Thanks mostly the 2500hd when plowing, and my dad runs the 1500. I use the 1500 to ride around or just to run and do a driveway other times 


ProTouchGrounds;1215506 said:


> great vid and nice editing. i hear ya, windows movie maker is slow.... is pinnacle free?


Thanks, no Its sold at best buy for like $50 


lawnsunlimited6;1215641 said:


> Plowing feels good!


Thumbs Up


----------



## bubbles10 (May 8, 2010)

great video is that west penn where you were getting salt at in the one video


----------



## deere615 (Jun 1, 2007)

bubbles10;1218846 said:


> great video is that west penn where you were getting salt at in the one video


THANKS:waving: Yes it is, very nice people there I would reccomend them to annyone.
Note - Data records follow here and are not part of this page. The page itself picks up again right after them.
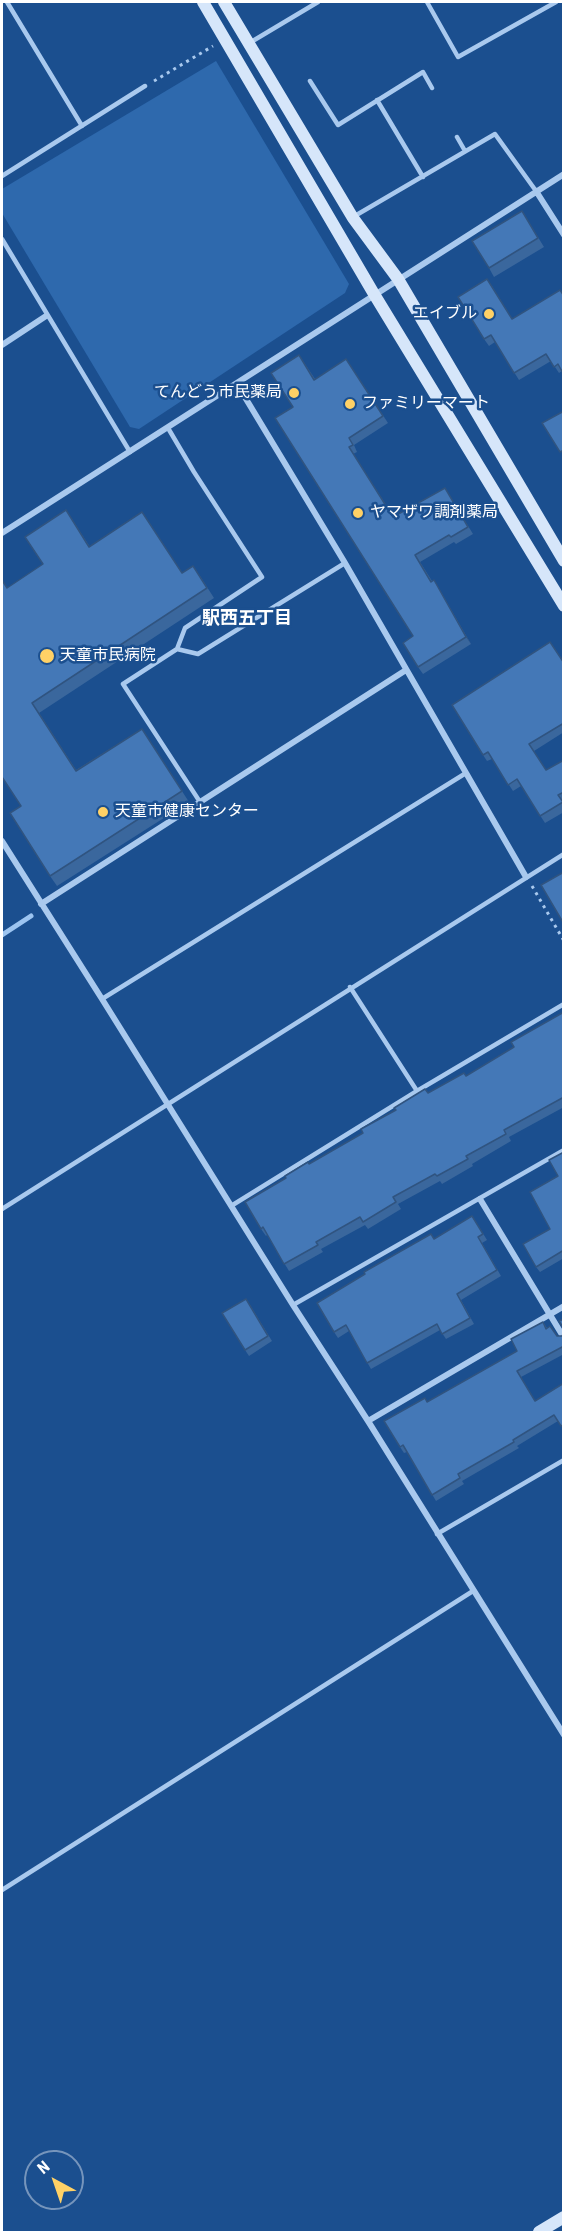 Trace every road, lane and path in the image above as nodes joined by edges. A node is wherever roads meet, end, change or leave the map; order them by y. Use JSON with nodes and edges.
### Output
{"nodes":[{"id":1,"x":6,"y":2,"type":"edge"},
{"id":2,"x":203,"y":2,"type":"edge"},
{"id":3,"x":224,"y":2,"type":"edge"},
{"id":4,"x":318,"y":2,"type":"edge"},
{"id":5,"x":427,"y":2,"type":"edge"},
{"id":6,"x":556,"y":2,"type":"edge"},
{"id":7,"x":225,"y":39,"type":"junction"},
{"id":8,"x":249,"y":43,"type":"junction"},
{"id":9,"x":310,"y":81,"type":"dead end"},
{"id":10,"x":145,"y":86,"type":"joint"},
{"id":11,"x":432,"y":88,"type":"dead end"},
{"id":12,"x":377,"y":100,"type":"junction"},
{"id":13,"x":82,"y":126,"type":"junction"},
{"id":14,"x":457,"y":137,"type":"dead end"},
{"id":15,"x":465,"y":151,"type":"junction"},
{"id":16,"x":564,"y":174,"type":"edge"},
{"id":17,"x":2,"y":176,"type":"edge"},
{"id":18,"x":423,"y":177,"type":"junction"},
{"id":19,"x":536,"y":191,"type":"junction"},
{"id":20,"x":352,"y":218,"type":"junction"},
{"id":21,"x":564,"y":235,"type":"edge"},
{"id":22,"x":2,"y":239,"type":"edge"},
{"id":23,"x":398,"y":279,"type":"junction"},
{"id":24,"x":375,"y":294,"type":"junction"},
{"id":25,"x":46,"y":316,"type":"junction"},
{"id":26,"x":2,"y":345,"type":"edge"},
{"id":27,"x":237,"y":384,"type":"junction"},
{"id":28,"x":168,"y":428,"type":"junction"},
{"id":29,"x":130,"y":453,"type":"junction"},
{"id":30,"x":2,"y":533,"type":"edge"},
{"id":31,"x":564,"y":561,"type":"edge"},
{"id":32,"x":345,"y":563,"type":"junction"},
{"id":33,"x":564,"y":606,"type":"edge"},
{"id":34,"x":177,"y":649,"type":"junction"},
{"id":35,"x":406,"y":670,"type":"junction"},
{"id":36,"x":466,"y":773,"type":"junction"},
{"id":37,"x":200,"y":802,"type":"junction"},
{"id":38,"x":2,"y":841,"type":"edge"},
{"id":39,"x":564,"y":854,"type":"edge"},
{"id":40,"x":526,"y":877,"type":"junction"},
{"id":41,"x":41,"y":904,"type":"junction"},
{"id":42,"x":564,"y":941,"type":"edge"},
{"id":43,"x":350,"y":987,"type":"junction"},
{"id":44,"x":102,"y":999,"type":"junction"},
{"id":45,"x":564,"y":1004,"type":"edge"},
{"id":46,"x":417,"y":1091,"type":"junction"},
{"id":47,"x":166,"y":1103,"type":"junction"},
{"id":48,"x":564,"y":1150,"type":"edge"},
{"id":49,"x":480,"y":1199,"type":"junction"},
{"id":50,"x":231,"y":1206,"type":"junction"},
{"id":51,"x":2,"y":1209,"type":"edge"},
{"id":52,"x":293,"y":1305,"type":"junction"},
{"id":53,"x":564,"y":1306,"type":"edge"},
{"id":54,"x":549,"y":1315,"type":"junction"},
{"id":55,"x":564,"y":1338,"type":"edge"},
{"id":56,"x":368,"y":1421,"type":"junction"},
{"id":57,"x":562,"y":1461,"type":"edge"},
{"id":58,"x":564,"y":1470,"type":"edge"},
{"id":59,"x":437,"y":1534,"type":"junction"},
{"id":60,"x":473,"y":1591,"type":"junction"},
{"id":61,"x":564,"y":1735,"type":"edge"},
{"id":62,"x":2,"y":1890,"type":"edge"},
{"id":63,"x":564,"y":2217,"type":"edge"},
{"id":64,"x":538,"y":2232,"type":"edge"}],
"edges":[{"from":1,"to":13,"type":"lane"},
{"from":2,"to":7,"type":"street"},
{"from":3,"to":8,"type":"street"},
{"from":4,"to":8,"type":"lane"},
{"from":5,"to":6,"type":"lane"},
{"from":7,"to":10,"type":"path"},
{"from":7,"to":24,"type":"street"},
{"from":8,"to":20,"type":"street"},
{"from":9,"to":12,"type":"lane"},
{"from":10,"to":13,"type":"lane"},
{"from":11,"to":12,"type":"lane"},
{"from":12,"to":18,"type":"lane"},
{"from":13,"to":17,"type":"lane"},
{"from":14,"to":15,"type":"lane"},
{"from":15,"to":18,"type":"lane"},
{"from":15,"to":19,"type":"lane"},
{"from":16,"to":19,"type":"street"},
{"from":18,"to":20,"type":"lane"},
{"from":19,"to":21,"type":"street"},
{"from":19,"to":23,"type":"street"},
{"from":20,"to":23,"type":"street"},
{"from":22,"to":25,"type":"lane"},
{"from":23,"to":24,"type":"street"},
{"from":23,"to":31,"type":"street"},
{"from":24,"to":27,"type":"street"},
{"from":24,"to":33,"type":"street"},
{"from":25,"to":26,"type":"street"},
{"from":25,"to":29,"type":"lane"},
{"from":27,"to":28,"type":"street"},
{"from":27,"to":32,"type":"street"},
{"from":28,"to":29,"type":"street"},
{"from":28,"to":34,"type":"lane"},
{"from":29,"to":30,"type":"street"},
{"from":32,"to":34,"type":"lane"},
{"from":32,"to":35,"type":"street"},
{"from":34,"to":37,"type":"lane"},
{"from":35,"to":36,"type":"street"},
{"from":35,"to":37,"type":"street"},
{"from":36,"to":40,"type":"street"},
{"from":36,"to":44,"type":"lane"},
{"from":37,"to":41,"type":"street"},
{"from":38,"to":41,"type":"street"},
{"from":39,"to":40,"type":"lane"},
{"from":40,"to":42,"type":"path"},
{"from":40,"to":43,"type":"lane"},
{"from":41,"to":44,"type":"street"},
{"from":43,"to":46,"type":"lane"},
{"from":43,"to":47,"type":"lane"},
{"from":44,"to":47,"type":"street"},
{"from":45,"to":46,"type":"lane"},
{"from":46,"to":50,"type":"lane"},
{"from":47,"to":50,"type":"street"},
{"from":47,"to":51,"type":"lane"},
{"from":48,"to":49,"type":"lane"},
{"from":49,"to":52,"type":"lane"},
{"from":49,"to":54,"type":"street"},
{"from":50,"to":52,"type":"street"},
{"from":52,"to":56,"type":"street"},
{"from":53,"to":54,"type":"street"},
{"from":54,"to":55,"type":"street"},
{"from":54,"to":56,"type":"street"},
{"from":56,"to":59,"type":"street"},
{"from":57,"to":58,"type":"lane"},
{"from":57,"to":59,"type":"lane"},
{"from":59,"to":60,"type":"street"},
{"from":60,"to":61,"type":"street"},
{"from":60,"to":62,"type":"lane"},
{"from":63,"to":64,"type":"street"}]}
Where do you plow in pittsburgh?


----------



## bubbles10 (May 8, 2010)

yes we buy all our salt their and we plow around moon/ and aliquippa areas


----------



## deere615 (Jun 1, 2007)

bubbles10;1219570 said:


> yes we buy all our salt their and we plow around moon/ and aliquippa areas


Cool I am about 20minutes from ya. Yeah they had a huge pile at the begining of december and its gone. Only a little left and they are no longer trucking it out of there with triaxles.


----------



## bubbles10 (May 8, 2010)

ya theirs a place like 5 min past their its right by the ambridge bridge they had a lot of salt


----------



## deere615 (Jun 1, 2007)

bubbles10;1219641 said:


> ya theirs a place like 5 min past their its right by the ambridge bridge they had a lot of salt


Whats that place? PM me if you have to. Never know I might need it. I am good for about another 5 events I am not sure what febuary will bring


----------



## mossman381 (Nov 17, 2009)

I like the video and the song


----------



## deere615 (Jun 1, 2007)

mossman381;1227660 said:


> I like the video and the song


Thanks mossman!


----------



## redneck farmer (Dec 2, 2006)

Nice video, very well done.


----------



## deere615 (Jun 1, 2007)

******* farmer;1229291 said:


> Nice video, very well done.


Hey Thanks!


----------



## deere615 (Jun 1, 2007)

SECOND PLOW VIDEO of the season!! check it out:


----------



## Pushin 2 Please (Dec 15, 2009)

Watched them both a couple more times. Loved them both. Great work!:waving:


----------



## bubbles10 (May 8, 2010)

awesome video


----------



## deere615 (Jun 1, 2007)

Pushin 2 Please;1258219 said:


> Watched them both a couple more times. Loved them both. Great work!:waving:


Thanks! Yeah I sit there and watch mine and other plow videos over and over especially in the summer, its kinda sad lol


bubbles10;1258356 said:


> awesome video


Thanks Brandon!


----------



## IPLOWSNO (Oct 11, 2008)

my lrics to that music,

guess its gonna snow again, looks like i have to get in the cab again, god dam diesel smoke is getting in guess its time to riiiiiiiiiiiiiiiiiiiiiiiide, i can keep going and going hahaha i should of been a songwriter, better yet a jingle writer haha


----------



## deere615 (Jun 1, 2007)

IPLOWSNO;1258652 said:


> my lrics to that music,
> 
> guess its gonna snow again, looks like i have to get in the cab again, god dam diesel smoke is getting in guess its time to riiiiiiiiiiiiiiiiiiiiiiiide, i can keep going and going hahaha i should of been a songwriter, better yet a jingle writer haha


I make up plow lyrics like that all the time, I guess thats just what happens when your out plowing for so many hours lol


----------